Saved entries
________________________

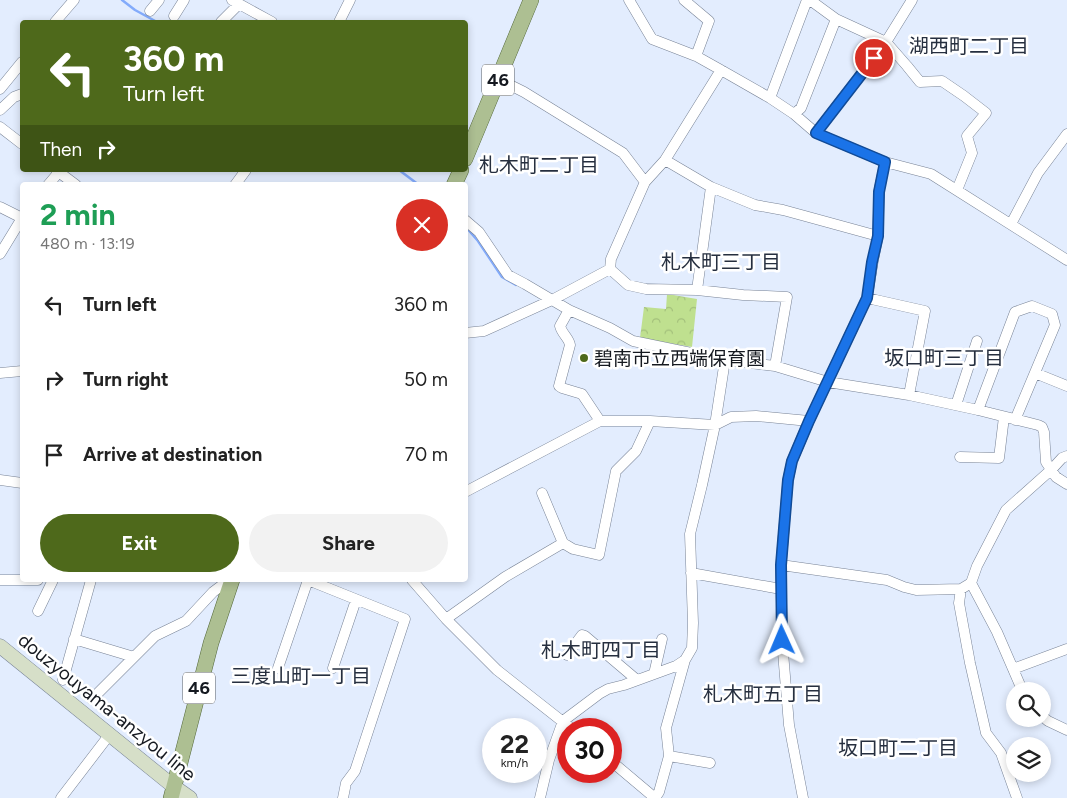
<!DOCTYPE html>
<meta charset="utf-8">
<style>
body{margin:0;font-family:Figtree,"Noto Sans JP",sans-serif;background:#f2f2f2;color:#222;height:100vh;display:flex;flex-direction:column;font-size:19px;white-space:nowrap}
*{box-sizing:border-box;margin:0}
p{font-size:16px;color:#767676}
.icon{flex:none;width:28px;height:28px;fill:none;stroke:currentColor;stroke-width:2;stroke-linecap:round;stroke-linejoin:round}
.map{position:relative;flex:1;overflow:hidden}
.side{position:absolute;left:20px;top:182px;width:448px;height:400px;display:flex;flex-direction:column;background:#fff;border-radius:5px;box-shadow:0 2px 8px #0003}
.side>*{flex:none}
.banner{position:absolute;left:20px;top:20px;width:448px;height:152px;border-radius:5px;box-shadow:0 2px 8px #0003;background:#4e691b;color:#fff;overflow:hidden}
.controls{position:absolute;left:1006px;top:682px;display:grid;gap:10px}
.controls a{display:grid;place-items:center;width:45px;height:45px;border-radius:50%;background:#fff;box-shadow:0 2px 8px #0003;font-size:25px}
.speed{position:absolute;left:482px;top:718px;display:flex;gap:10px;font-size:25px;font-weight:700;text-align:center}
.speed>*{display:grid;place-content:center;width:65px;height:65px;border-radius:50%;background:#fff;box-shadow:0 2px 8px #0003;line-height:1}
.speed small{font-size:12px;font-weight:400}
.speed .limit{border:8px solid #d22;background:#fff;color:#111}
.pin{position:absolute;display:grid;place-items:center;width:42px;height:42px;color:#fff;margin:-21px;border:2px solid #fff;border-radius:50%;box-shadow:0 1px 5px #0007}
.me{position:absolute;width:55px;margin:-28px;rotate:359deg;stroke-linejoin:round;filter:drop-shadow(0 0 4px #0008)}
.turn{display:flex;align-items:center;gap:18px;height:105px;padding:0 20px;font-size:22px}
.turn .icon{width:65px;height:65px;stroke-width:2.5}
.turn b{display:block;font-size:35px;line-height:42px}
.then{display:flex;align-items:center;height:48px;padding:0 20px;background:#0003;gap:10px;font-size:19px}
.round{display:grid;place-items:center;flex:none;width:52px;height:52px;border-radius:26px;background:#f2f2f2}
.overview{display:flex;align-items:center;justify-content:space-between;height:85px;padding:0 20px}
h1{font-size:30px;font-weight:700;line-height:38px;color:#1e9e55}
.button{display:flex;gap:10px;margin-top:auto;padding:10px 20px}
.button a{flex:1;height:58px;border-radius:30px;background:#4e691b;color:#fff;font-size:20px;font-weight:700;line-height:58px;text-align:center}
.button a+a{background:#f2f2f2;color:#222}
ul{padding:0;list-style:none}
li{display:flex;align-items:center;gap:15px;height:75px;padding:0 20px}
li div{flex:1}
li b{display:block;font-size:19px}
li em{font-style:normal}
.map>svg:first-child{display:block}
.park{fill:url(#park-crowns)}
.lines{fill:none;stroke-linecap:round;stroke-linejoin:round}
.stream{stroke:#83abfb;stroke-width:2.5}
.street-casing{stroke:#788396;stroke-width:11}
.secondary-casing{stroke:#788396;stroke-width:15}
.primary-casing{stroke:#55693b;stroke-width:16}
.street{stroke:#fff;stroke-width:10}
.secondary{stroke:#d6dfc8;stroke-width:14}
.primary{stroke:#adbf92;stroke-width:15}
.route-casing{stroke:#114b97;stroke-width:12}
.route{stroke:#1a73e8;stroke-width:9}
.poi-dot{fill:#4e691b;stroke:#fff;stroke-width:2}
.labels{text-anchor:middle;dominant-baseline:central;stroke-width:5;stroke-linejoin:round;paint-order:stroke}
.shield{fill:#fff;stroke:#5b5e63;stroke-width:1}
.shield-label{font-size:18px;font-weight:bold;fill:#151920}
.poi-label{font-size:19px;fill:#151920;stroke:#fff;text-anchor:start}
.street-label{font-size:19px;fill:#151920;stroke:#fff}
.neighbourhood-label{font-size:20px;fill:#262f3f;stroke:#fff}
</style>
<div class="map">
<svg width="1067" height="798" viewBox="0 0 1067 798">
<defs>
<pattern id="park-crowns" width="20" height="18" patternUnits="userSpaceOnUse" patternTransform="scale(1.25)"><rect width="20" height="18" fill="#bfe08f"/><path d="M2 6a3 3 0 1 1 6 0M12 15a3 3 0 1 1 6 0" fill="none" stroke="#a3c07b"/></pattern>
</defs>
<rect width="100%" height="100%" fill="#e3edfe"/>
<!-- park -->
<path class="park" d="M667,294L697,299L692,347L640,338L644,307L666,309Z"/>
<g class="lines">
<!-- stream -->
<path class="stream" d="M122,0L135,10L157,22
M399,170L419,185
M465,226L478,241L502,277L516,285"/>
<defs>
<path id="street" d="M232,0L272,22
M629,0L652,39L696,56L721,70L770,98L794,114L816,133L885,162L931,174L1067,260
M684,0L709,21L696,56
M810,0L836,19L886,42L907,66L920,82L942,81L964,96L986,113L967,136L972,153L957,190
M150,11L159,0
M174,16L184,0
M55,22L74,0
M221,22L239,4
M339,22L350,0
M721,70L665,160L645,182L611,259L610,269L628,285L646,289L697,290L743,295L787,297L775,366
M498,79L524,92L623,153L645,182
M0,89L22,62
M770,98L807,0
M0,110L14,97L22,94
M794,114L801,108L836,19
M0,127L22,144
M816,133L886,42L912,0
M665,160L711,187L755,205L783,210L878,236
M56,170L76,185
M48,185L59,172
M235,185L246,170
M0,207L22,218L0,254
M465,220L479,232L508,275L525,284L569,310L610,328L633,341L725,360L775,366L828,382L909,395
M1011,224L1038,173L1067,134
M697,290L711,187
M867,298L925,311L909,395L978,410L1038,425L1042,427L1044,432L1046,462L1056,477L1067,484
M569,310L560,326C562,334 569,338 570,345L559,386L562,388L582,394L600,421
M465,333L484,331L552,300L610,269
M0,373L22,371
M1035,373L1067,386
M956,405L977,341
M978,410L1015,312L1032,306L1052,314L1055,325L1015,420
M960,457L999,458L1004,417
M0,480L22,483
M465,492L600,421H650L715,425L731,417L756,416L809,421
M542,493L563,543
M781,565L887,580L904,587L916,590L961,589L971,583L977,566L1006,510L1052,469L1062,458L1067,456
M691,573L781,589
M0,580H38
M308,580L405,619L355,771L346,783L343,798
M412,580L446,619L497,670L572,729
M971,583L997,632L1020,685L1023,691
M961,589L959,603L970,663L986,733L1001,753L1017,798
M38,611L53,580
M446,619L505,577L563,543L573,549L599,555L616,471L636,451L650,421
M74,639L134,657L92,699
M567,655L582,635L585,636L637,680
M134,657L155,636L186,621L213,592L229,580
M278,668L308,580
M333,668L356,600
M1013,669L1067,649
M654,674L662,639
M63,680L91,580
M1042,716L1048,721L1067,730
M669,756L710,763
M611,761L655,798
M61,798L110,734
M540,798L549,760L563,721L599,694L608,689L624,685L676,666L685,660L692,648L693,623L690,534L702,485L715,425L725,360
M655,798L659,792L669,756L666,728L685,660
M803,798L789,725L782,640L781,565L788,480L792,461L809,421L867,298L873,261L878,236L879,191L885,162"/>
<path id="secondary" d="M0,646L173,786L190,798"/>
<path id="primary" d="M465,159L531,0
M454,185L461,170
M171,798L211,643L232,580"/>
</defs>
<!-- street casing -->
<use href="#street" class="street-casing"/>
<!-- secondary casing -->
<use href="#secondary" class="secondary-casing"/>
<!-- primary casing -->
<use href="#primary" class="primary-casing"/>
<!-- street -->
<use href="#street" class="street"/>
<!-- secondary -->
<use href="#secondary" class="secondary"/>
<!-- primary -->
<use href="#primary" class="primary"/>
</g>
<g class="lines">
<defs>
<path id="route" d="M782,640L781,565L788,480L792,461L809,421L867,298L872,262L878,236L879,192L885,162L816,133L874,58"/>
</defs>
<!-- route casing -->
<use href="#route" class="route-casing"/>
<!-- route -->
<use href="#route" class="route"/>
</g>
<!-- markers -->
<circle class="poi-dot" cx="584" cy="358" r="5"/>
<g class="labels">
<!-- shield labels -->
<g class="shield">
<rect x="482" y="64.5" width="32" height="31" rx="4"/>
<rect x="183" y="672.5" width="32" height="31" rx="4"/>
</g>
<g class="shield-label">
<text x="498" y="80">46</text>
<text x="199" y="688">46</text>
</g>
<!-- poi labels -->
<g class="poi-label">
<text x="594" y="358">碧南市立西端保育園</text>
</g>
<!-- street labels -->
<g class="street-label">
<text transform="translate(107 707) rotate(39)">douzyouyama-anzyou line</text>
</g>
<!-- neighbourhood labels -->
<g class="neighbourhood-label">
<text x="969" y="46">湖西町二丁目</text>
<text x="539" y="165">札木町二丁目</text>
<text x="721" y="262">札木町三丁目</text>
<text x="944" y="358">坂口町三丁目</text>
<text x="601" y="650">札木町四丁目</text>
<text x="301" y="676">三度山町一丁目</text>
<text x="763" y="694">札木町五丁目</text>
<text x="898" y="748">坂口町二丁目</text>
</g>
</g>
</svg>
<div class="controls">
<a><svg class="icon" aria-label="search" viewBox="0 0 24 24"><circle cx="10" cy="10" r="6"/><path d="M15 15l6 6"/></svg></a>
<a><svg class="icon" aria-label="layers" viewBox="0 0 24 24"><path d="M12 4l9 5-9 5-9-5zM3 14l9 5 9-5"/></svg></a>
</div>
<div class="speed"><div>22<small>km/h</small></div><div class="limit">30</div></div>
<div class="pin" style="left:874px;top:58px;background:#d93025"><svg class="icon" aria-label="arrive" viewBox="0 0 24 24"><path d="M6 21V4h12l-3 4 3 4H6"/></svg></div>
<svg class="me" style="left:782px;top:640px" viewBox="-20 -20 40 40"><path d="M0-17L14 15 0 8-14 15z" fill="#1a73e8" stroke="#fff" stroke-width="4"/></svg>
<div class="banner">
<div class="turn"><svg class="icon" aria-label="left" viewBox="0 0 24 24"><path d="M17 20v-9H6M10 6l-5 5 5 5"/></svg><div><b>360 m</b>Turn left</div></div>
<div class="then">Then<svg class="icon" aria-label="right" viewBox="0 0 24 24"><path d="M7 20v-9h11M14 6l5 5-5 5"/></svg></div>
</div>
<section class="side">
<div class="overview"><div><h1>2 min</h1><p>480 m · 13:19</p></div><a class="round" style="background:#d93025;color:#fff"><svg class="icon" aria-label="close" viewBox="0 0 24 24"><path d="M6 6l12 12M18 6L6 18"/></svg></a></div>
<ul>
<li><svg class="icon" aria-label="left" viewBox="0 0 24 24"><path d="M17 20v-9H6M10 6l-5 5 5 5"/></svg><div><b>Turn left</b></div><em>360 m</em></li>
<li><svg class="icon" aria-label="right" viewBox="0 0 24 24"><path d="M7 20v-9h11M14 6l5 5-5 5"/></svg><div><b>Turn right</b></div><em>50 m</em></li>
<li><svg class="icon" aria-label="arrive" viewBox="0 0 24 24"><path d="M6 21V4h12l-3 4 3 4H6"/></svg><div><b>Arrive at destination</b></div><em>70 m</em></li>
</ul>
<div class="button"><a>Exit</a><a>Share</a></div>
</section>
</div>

________________________

### What to work on
In the entries above, find each line with the word "position" and copy it.

### Your response
.map{position:relative;flex:1;overflow:hidden}
.side{position:absolute;left:20px;top:182px;width:448px;height:400px;display:flex;flex-direction:column;background:#fff;border-radius:5px;box-shadow:0 2px 8px #0003}
.banner{position:absolute;left:20px;top:20px;width:448px;height:152px;border-radius:5px;box-shadow:0 2px 8px #0003;background:#4e691b;color:#fff;overflow:hidden}
.controls{position:absolute;left:1006px;top:682px;display:grid;gap:10px}
.speed{position:absolute;left:482px;top:718px;display:flex;gap:10px;font-size:25px;font-weight:700;text-align:center}
.pin{position:absolute;display:grid;place-items:center;width:42px;height:42px;color:#fff;margin:-21px;border:2px solid #fff;border-radius:50%;box-shadow:0 1px 5px #0007}
.me{position:absolute;width:55px;margin:-28px;rotate:359deg;stroke-linejoin:round;filter:drop-shadow(0 0 4px #0008)}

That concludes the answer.